U.S. Air Force civilian Matt Green, a 354th Civil Engineer Squadron pavement and construction equipment operator, sprays water on the flight line to create ice for F-35A Lightning II testing Nov. 4, 2017, at Eielson Air Force Base, Alaska. Ice was intentionally created on the flight line to help the F-35A get certified for a low runway condition reading. (U.S. Air Force photo by Airman 1st Class Isaac Johnson)

‘Dirt Boyz’ assist in F-35A testing

By Airman 1st Class Isaac Johnson, 354th Fighter Wing Public Affairs, EIELSON AIR FORCE BASE

The “Dirt Boyz” of the 354th Civil Engineer Squadron are always on the go; during the summer, they help maintain infrastructure around the base and in the winter they ensure Eielson’s airfield is free of snow and ice.

They have an extra job to do this winter, which is to help ensure the F-35A Lightning II is prepared for cold weather conditions.

“We at CE have to make sure the runway is free of snow and ice every day,” said Timothy Hardman, the 354th CES work leader. “Once that is done, we create ice on the flight line so the F-35 can test.”

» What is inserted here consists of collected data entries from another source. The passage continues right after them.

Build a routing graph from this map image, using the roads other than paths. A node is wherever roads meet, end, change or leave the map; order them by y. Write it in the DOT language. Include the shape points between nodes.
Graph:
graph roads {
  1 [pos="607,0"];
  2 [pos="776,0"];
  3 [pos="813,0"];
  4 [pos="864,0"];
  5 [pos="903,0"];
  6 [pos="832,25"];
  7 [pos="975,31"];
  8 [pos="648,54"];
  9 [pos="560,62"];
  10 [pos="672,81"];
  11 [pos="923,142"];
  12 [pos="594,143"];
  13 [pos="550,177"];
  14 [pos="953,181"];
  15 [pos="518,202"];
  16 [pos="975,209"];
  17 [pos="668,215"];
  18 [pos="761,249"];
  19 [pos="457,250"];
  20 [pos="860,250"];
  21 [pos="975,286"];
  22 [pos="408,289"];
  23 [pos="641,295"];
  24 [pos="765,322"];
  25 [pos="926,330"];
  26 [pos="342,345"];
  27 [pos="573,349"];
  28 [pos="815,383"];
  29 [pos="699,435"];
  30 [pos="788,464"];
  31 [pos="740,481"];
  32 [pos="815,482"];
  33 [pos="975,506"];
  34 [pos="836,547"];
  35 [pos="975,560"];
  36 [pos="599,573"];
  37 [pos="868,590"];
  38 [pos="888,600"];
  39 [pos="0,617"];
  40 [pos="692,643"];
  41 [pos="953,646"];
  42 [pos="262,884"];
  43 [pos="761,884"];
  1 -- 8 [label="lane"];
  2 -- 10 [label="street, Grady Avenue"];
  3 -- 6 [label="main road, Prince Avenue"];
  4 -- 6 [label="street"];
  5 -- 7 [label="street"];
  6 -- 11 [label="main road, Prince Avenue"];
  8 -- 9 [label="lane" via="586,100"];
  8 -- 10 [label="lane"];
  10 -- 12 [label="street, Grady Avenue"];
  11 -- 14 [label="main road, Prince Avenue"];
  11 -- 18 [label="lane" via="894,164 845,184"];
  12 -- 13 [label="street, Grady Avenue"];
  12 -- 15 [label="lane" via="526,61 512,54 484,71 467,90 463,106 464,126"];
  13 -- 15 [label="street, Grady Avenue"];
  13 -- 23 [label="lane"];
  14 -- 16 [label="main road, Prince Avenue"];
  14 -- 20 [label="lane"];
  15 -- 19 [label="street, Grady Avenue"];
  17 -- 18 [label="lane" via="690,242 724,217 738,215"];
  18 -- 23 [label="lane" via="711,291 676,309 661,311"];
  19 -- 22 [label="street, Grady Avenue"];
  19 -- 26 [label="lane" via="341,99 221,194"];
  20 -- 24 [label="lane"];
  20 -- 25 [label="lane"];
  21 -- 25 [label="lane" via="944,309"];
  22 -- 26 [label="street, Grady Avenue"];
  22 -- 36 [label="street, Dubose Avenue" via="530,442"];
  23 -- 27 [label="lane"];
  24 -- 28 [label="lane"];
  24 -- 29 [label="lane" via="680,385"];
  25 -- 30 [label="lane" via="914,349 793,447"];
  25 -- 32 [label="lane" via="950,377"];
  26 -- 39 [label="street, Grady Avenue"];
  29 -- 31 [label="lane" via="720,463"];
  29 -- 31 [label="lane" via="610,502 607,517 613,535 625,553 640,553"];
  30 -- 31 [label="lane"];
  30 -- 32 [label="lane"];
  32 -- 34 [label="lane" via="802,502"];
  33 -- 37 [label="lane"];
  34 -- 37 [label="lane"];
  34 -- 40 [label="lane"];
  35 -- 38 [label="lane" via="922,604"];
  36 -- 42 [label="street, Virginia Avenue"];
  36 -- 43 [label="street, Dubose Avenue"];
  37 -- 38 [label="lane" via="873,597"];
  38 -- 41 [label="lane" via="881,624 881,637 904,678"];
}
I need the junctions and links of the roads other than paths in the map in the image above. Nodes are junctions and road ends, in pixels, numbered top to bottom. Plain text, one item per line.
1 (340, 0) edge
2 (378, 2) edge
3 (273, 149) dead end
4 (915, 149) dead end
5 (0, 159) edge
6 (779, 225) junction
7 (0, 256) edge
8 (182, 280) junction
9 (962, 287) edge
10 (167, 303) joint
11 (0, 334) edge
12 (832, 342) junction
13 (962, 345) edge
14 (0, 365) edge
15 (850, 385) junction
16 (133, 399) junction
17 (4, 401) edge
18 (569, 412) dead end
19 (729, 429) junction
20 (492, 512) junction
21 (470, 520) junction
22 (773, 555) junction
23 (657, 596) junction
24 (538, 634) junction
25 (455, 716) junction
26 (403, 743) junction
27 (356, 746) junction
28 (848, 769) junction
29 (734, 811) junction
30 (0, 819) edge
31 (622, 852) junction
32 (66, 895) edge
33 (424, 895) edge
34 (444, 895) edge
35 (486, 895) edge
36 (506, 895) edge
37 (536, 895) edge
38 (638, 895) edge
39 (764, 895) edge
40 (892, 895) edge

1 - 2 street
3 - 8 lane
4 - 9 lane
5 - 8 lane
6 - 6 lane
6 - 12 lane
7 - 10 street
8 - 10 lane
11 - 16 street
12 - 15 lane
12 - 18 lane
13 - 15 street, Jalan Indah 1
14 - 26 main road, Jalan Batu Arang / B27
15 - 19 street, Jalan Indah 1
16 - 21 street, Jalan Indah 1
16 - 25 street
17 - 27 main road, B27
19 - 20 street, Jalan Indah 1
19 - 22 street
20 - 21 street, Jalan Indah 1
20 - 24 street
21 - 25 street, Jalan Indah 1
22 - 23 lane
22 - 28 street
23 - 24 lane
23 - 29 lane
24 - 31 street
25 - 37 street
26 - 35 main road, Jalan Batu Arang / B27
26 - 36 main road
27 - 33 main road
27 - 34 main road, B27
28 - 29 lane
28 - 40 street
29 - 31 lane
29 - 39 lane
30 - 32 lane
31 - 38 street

The F-35A was here to be certified to operate on an icy runway, and although it may seem easy in the Alaskan environment, it’s not that simple.

“The reason we have to create the ice is because it has to be set to a specific RCR [runway condition reading],” said Hardman. “We provide the F-35 team with the controlled environment needed to perform its testing.”

The RCR scale is based on how wet and dry each runway is. RCR 23 is considered a dry runway while RCR 5 is compared to landing on ice. The testing for the F-35A was designed to certify the aircraft, which is presently capable of landing at an RCR 12, is able to land at an RCR of 7.